No big wins for the region in the latest round of Fed transportation grants.  This time INFRA.   Of note, not much for inland waterways except some small port improvements for City of Dubuque.   A little surprised that current admin still went heavy with highway improvements, maybe not with all the trucks on the road.     

Their is some direct competition for the containers via inland waterway in part with ports teaming up and pursuing Inland ports arrangements where the boxes go straight from ship to rail car for inland version of landing at a port facility/onto truck inland.     Port of Houston and or Port of Alabama (Mobile) might see this type of arrangement as means to service such metros as Dallas, Memphis, KC, St.
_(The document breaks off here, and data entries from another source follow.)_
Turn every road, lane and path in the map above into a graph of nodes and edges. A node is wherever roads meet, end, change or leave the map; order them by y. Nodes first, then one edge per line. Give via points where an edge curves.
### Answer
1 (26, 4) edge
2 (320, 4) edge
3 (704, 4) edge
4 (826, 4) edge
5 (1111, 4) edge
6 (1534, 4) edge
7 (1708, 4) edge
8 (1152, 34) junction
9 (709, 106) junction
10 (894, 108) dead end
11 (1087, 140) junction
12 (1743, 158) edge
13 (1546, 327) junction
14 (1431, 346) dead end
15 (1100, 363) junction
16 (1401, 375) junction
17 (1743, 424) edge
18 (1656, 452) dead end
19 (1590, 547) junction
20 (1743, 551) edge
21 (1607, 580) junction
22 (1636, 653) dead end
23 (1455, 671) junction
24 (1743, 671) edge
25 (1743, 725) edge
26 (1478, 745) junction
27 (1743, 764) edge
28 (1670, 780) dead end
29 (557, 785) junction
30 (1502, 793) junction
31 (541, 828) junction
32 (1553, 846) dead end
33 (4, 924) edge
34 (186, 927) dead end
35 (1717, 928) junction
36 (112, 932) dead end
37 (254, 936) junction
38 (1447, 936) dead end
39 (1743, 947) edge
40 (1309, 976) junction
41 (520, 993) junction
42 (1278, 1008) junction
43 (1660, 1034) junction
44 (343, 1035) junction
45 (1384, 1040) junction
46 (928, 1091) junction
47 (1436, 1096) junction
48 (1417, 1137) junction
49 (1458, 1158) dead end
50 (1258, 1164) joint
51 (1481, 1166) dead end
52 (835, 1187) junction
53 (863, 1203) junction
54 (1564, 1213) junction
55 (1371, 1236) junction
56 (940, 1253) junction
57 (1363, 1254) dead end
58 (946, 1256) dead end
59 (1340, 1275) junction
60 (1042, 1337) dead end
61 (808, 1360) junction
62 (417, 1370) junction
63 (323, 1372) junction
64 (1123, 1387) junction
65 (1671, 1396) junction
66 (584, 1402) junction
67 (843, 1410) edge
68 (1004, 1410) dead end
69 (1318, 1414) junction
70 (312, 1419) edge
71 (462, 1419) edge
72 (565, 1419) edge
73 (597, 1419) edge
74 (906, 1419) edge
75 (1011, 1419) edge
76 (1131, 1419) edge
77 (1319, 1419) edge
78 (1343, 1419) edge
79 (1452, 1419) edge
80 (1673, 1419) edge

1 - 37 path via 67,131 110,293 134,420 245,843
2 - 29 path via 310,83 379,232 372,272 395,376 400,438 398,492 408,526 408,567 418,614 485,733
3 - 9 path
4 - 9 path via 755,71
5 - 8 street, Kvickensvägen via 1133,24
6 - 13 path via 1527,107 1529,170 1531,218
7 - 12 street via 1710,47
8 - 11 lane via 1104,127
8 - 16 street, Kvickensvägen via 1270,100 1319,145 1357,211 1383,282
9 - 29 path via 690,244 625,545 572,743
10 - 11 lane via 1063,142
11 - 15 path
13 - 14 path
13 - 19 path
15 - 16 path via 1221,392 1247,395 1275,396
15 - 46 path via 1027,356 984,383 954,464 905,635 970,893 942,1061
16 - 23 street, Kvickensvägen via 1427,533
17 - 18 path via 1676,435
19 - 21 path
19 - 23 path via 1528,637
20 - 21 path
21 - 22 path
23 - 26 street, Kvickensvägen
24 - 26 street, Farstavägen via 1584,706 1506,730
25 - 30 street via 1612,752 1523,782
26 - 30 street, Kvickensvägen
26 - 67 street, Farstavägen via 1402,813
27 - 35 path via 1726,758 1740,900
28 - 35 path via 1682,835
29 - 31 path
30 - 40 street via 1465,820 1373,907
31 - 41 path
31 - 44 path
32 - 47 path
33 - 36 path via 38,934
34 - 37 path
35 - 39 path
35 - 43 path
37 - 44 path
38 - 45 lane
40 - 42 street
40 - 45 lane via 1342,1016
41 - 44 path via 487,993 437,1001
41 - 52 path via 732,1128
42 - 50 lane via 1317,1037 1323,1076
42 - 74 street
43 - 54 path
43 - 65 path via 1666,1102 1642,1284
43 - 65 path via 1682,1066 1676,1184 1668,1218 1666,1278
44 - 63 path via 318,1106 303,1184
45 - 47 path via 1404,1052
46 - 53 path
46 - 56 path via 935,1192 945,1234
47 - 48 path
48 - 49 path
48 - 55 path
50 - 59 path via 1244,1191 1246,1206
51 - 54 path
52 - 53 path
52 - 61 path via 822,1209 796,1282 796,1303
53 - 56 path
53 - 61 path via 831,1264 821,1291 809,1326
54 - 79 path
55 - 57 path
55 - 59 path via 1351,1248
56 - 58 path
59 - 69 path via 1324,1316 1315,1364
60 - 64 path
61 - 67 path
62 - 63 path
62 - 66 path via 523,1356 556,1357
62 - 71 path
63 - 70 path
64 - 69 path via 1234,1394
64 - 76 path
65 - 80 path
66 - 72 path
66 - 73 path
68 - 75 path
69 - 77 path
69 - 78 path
Louis if they can partner with port authority and railroad.  See this as an outside possibility with new KCS-CN merger if the railroad can get on site dock access.  

List of INFRA awards can be found in link to article.   Illinois picked up an grant award, rail road grade separation in Chicago area

https://dredgewire.com/georgia-ports-au ... -new-port/

 The City of Dubuque will be awarded $5 million to increase capacity and make improvements to the Gavilon marine port and rail facility at Dove Harbor terminal at the Port of Dubuque.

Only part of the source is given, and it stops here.